■ WHAT TO WORK ON
What is needed is an exact copy of the whole listing below, with no pictures.

■ RECORD EXTRACTS
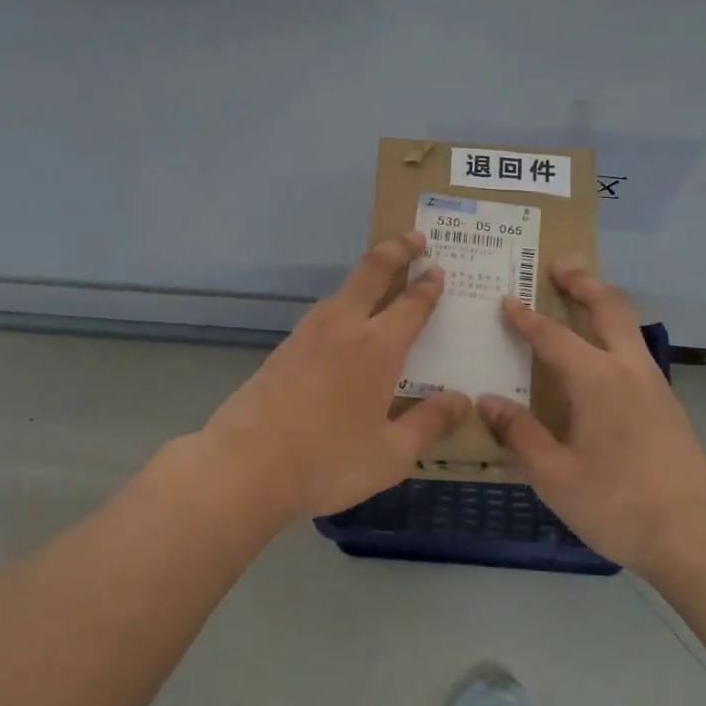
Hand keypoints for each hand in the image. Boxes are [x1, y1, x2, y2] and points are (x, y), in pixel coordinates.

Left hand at [197, 234, 470, 519]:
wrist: (244, 467)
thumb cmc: (327, 462)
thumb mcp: (392, 454)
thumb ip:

■ ANSWER BELOW
Hand keypoints for each hand in the image. Boxes are [x1, y1, x2, y2] and points are (x, y), in pixel coordinates.

Left hand at [197, 234, 470, 519]:
wrist: (244, 467)
thumb cmc: (327, 462)
thumb mcp: (392, 454)
thumb ip:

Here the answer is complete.